## Problem to solve
Count every line in the data that contains the word "hand", then report that number alone.

Items listed in a dataset
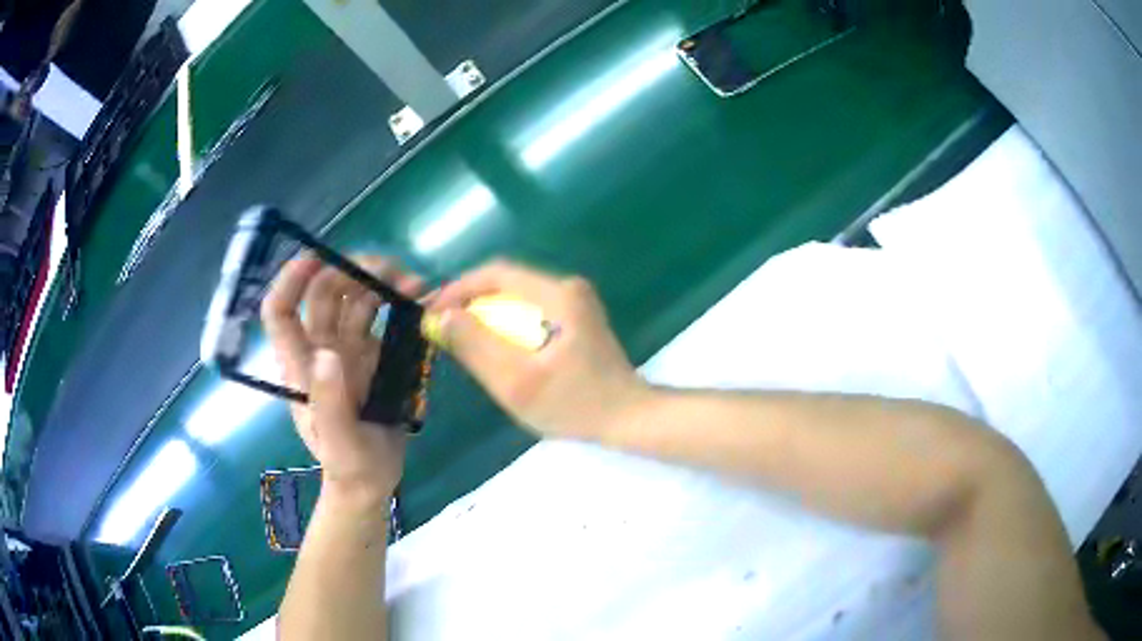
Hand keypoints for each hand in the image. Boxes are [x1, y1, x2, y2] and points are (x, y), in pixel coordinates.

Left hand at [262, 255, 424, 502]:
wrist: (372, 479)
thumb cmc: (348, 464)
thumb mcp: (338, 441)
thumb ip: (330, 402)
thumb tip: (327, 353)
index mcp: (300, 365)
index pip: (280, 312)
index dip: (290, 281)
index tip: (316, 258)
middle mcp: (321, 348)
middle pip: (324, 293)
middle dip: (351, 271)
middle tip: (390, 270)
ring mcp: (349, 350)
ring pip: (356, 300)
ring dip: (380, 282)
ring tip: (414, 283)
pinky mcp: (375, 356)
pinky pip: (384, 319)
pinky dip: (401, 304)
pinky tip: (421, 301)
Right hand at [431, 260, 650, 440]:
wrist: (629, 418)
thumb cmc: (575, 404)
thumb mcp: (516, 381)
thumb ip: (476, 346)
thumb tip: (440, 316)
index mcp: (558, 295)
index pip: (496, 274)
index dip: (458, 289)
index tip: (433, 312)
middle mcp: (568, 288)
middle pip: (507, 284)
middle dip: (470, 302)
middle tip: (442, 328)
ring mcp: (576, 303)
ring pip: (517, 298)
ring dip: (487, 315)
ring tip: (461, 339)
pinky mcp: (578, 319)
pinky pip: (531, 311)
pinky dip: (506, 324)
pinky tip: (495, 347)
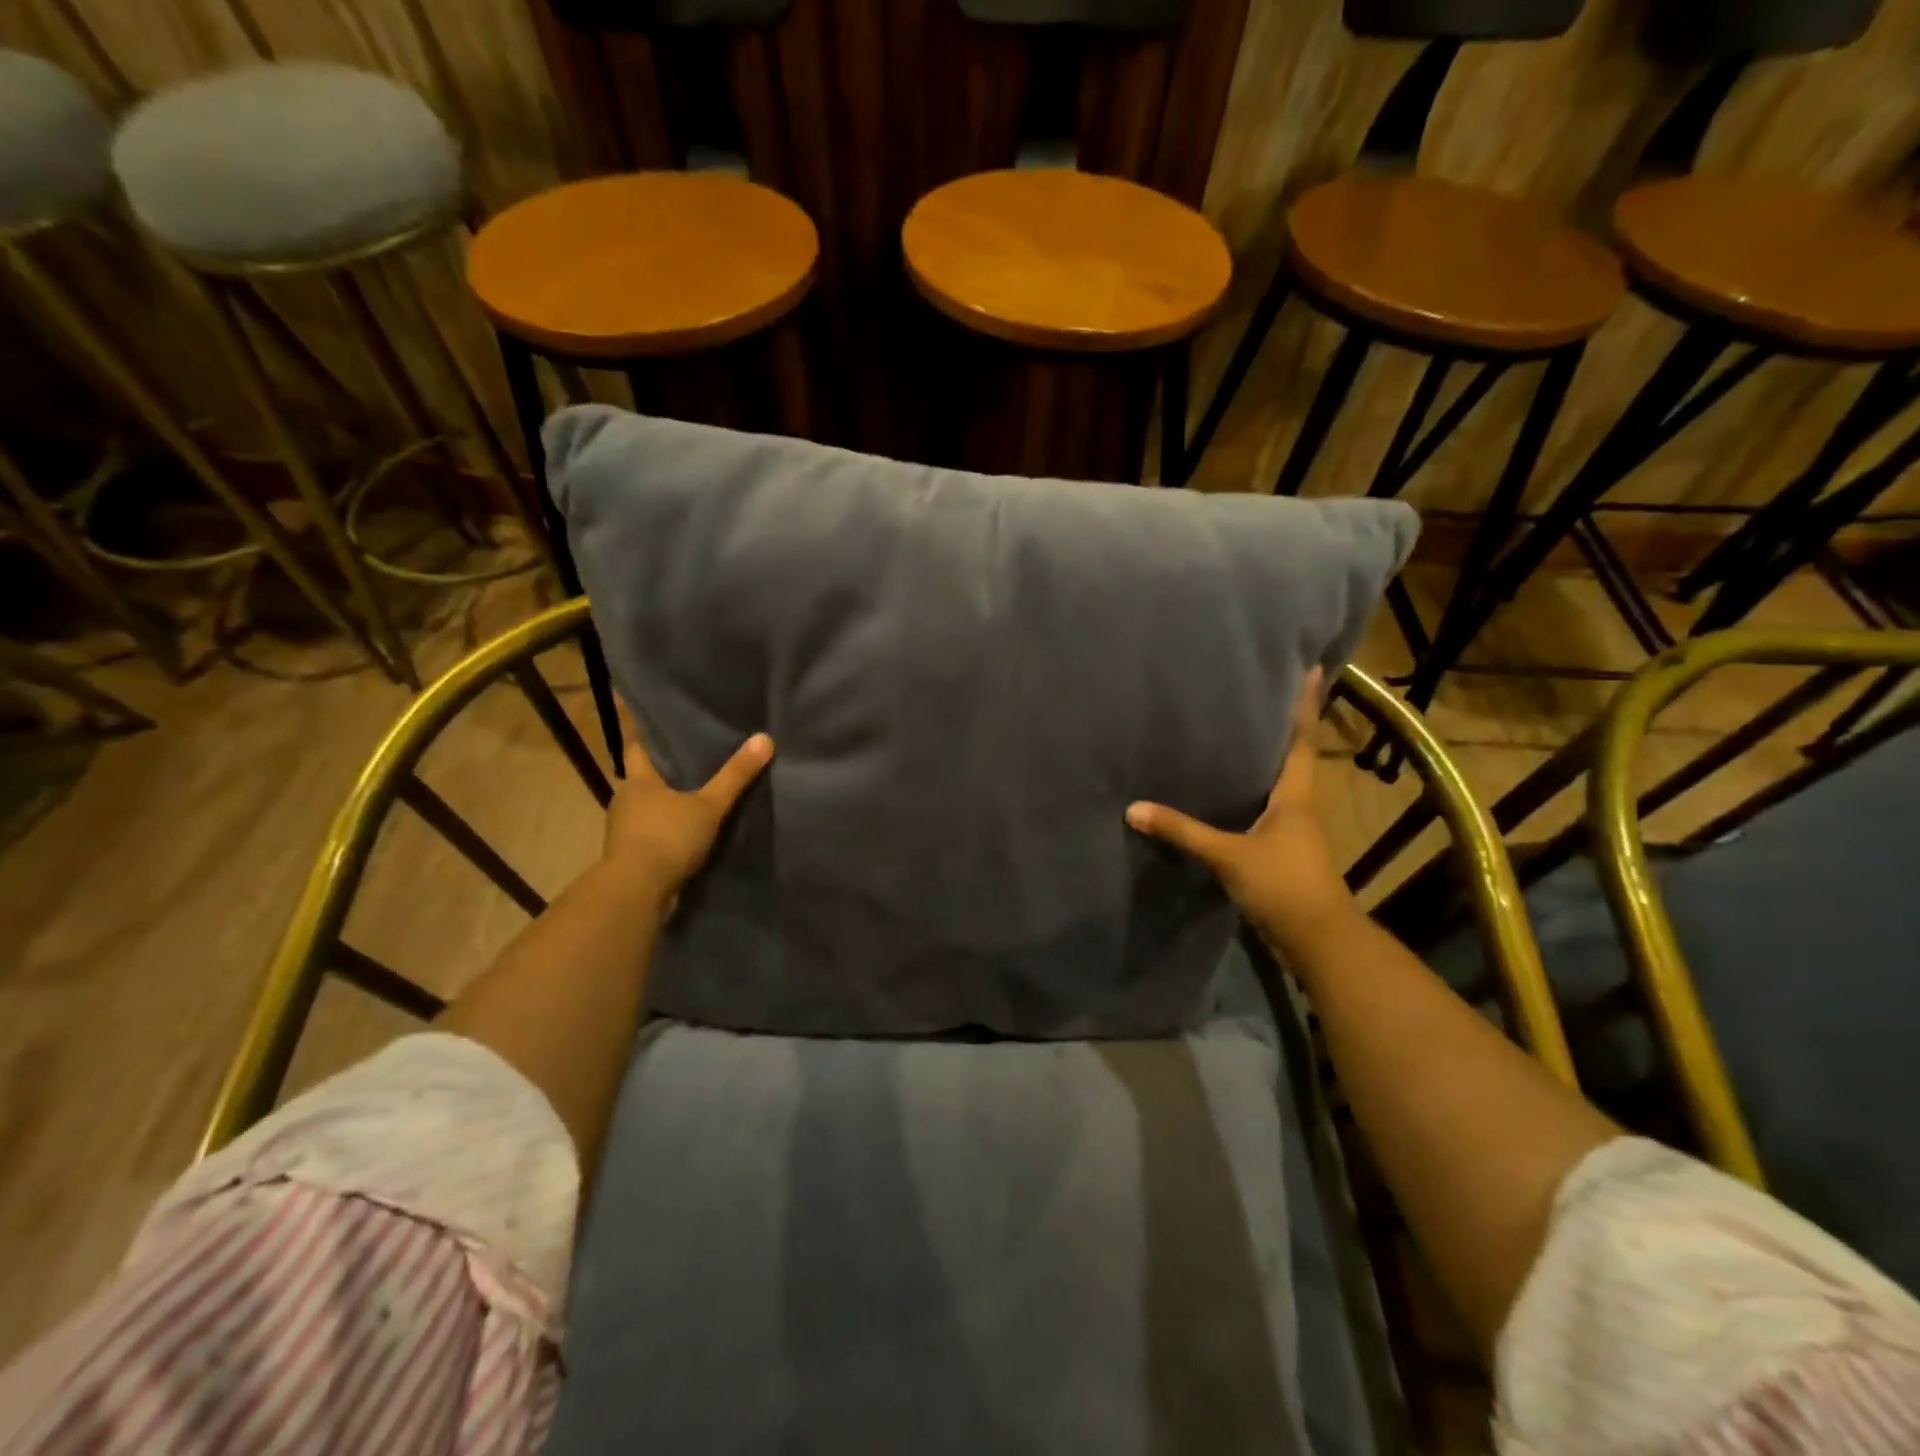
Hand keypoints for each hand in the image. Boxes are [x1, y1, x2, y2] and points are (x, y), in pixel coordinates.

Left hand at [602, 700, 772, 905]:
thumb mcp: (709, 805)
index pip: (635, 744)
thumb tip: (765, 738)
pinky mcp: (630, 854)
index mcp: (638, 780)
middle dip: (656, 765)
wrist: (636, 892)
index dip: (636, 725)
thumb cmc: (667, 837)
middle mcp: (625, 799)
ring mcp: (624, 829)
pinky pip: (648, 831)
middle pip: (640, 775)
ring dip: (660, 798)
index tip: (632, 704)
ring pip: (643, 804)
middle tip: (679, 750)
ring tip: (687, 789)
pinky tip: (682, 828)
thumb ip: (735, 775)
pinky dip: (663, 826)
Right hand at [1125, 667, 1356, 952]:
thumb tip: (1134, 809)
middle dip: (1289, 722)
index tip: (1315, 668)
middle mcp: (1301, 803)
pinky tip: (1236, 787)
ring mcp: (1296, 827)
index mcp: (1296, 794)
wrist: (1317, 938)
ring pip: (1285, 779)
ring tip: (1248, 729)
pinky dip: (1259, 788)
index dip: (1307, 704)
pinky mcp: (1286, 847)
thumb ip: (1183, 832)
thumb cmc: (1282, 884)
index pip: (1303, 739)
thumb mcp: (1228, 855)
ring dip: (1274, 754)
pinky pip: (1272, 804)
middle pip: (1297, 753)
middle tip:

## Result for this task
6